- [Extracted entries]
· · · · ·
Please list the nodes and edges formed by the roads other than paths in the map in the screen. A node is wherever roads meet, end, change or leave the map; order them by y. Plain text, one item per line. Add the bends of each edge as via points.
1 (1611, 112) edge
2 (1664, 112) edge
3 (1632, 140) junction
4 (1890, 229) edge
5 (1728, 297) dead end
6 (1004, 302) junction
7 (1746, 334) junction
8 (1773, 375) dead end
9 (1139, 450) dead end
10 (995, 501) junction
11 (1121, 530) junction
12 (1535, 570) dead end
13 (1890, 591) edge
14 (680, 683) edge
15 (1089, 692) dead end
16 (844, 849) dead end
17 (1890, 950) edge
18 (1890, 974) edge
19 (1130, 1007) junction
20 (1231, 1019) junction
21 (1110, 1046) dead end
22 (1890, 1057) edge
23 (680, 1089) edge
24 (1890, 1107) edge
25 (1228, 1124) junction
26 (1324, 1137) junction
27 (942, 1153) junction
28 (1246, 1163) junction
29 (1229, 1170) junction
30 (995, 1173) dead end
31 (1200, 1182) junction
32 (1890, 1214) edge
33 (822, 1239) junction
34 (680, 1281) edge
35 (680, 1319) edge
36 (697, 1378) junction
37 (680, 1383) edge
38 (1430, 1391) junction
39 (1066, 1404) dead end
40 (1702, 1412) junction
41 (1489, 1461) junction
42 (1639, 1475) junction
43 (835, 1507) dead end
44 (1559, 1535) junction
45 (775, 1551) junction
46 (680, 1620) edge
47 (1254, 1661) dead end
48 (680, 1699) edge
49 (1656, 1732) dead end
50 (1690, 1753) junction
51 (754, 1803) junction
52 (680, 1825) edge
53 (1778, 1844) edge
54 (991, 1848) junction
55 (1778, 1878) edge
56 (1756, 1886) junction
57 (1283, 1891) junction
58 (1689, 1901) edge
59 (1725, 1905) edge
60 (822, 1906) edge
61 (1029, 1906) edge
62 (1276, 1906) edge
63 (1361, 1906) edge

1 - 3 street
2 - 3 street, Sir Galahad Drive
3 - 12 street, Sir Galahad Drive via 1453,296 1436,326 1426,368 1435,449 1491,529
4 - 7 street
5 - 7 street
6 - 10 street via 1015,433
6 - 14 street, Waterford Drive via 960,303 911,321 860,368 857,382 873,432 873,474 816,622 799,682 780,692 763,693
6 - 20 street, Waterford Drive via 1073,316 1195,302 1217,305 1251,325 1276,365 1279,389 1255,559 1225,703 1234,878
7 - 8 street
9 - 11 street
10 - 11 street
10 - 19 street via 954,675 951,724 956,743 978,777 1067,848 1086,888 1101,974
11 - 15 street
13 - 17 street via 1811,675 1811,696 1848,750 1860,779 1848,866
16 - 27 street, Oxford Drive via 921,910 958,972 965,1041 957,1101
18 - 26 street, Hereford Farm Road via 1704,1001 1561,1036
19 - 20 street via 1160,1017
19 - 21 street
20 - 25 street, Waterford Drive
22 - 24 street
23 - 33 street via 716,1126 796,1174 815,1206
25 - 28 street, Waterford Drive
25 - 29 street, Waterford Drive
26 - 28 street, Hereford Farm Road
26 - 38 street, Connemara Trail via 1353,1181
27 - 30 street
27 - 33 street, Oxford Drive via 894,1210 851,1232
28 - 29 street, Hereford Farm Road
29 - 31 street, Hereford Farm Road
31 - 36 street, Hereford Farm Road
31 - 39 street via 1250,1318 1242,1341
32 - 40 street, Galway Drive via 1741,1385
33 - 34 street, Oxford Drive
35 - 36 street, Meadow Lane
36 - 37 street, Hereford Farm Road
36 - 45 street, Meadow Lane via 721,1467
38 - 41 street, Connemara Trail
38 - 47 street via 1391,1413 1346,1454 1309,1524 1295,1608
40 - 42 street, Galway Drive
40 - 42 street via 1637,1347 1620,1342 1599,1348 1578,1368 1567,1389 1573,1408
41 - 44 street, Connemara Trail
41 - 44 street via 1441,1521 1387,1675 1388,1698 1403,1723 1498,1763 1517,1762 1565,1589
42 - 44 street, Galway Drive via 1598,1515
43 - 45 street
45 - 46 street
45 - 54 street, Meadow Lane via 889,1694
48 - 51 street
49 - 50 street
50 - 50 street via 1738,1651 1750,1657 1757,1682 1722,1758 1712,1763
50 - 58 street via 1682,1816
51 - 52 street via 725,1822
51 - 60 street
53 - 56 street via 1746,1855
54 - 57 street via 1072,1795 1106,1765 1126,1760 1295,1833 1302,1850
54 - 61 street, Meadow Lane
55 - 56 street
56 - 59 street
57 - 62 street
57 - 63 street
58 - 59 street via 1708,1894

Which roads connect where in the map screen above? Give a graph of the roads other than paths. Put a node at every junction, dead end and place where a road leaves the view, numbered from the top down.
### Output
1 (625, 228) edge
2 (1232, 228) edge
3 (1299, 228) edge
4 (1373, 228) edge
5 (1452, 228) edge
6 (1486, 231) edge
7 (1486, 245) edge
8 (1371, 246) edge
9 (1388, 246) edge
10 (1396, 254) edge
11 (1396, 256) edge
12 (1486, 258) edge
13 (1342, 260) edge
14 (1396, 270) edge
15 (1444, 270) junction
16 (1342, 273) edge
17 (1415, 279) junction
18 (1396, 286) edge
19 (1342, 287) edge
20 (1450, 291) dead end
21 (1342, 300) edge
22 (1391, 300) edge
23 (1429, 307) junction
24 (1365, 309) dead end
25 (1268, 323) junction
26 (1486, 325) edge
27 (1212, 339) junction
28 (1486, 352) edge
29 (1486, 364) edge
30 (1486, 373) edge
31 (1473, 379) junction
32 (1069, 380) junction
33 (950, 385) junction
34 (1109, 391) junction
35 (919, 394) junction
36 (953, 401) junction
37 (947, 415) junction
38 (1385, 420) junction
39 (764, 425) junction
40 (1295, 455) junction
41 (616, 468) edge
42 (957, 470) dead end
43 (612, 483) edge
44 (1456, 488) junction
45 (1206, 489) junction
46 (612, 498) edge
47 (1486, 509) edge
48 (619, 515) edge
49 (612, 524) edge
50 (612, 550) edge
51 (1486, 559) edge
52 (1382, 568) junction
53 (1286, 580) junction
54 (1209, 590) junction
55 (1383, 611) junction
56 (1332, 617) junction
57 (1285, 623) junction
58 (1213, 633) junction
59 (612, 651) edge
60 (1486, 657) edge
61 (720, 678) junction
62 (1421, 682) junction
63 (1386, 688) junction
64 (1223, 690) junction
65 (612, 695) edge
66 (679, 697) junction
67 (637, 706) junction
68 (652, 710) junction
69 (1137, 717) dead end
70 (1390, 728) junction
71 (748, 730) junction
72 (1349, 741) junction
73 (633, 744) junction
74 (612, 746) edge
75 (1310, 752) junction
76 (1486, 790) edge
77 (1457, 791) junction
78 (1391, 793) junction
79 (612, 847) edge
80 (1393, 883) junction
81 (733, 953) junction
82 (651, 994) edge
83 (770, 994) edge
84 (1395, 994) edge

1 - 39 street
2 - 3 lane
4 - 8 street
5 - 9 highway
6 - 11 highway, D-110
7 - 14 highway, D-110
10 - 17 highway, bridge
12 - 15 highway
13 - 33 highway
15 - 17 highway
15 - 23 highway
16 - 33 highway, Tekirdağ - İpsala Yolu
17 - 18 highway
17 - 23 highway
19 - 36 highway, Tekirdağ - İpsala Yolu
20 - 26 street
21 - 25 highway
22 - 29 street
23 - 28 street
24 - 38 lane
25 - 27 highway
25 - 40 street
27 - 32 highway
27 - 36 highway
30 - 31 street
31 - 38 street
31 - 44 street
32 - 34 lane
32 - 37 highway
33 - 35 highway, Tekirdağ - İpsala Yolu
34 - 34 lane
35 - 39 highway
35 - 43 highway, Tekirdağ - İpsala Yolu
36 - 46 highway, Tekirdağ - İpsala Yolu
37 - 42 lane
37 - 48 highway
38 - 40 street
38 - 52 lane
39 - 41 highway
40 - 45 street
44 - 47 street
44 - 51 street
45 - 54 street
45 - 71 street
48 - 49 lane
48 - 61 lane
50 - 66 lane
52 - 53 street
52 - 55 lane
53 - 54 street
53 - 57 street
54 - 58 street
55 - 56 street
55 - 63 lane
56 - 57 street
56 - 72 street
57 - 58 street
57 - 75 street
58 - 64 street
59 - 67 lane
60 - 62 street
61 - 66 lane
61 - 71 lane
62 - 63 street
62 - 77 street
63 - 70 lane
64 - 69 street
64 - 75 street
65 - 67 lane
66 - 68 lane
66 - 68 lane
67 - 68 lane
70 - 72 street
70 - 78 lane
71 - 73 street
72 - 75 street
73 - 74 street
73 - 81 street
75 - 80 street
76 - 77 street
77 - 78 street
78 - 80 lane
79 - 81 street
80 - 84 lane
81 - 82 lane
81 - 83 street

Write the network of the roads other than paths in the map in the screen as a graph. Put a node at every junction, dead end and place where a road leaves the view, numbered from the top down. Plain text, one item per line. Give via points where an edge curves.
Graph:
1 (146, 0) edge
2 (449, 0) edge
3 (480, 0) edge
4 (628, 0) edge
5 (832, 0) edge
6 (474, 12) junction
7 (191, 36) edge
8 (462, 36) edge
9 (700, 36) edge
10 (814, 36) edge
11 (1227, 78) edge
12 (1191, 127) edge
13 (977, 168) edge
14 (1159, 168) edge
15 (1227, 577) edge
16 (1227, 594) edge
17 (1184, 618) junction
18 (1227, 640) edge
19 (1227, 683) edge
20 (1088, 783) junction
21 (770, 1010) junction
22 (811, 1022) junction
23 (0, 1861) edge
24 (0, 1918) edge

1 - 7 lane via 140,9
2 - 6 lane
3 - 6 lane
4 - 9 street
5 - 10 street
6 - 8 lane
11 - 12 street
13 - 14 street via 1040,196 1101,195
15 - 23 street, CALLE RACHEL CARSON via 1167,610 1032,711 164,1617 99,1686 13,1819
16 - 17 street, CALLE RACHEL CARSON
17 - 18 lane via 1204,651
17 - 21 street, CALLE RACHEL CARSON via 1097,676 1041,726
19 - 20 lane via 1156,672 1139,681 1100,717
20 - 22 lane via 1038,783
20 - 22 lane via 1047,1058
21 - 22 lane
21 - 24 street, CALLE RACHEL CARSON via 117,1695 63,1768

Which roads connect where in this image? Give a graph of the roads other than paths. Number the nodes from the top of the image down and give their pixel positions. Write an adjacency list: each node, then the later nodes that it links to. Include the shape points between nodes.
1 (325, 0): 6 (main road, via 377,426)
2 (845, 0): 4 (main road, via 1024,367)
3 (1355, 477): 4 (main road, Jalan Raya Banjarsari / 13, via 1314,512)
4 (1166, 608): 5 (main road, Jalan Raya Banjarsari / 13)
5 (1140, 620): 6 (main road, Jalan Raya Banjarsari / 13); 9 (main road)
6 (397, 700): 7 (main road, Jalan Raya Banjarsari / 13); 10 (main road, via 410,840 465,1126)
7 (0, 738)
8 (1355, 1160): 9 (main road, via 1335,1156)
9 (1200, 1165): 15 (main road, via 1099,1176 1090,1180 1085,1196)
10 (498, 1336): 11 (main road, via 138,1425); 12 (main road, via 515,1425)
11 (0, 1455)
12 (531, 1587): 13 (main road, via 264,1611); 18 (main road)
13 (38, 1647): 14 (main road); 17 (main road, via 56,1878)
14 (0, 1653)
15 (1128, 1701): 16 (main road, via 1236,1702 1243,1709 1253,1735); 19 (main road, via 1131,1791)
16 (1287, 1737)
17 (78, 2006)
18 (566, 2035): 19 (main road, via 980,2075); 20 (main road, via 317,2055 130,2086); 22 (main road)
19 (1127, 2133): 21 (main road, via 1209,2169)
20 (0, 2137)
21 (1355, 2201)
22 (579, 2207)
· · · · ·
- [Goal of the exercise]
Find the lines that mention "CARSON" in the entries and show them.

- [Reply to the exercise]
15 - 23 street, CALLE RACHEL CARSON via 1167,610 1032,711 164,1617 99,1686 13,1819
16 - 17 street, CALLE RACHEL CARSON
17 - 21 street, CALLE RACHEL CARSON via 1097,676 1041,726
21 - 24 street, CALLE RACHEL CARSON via 117,1695 63,1768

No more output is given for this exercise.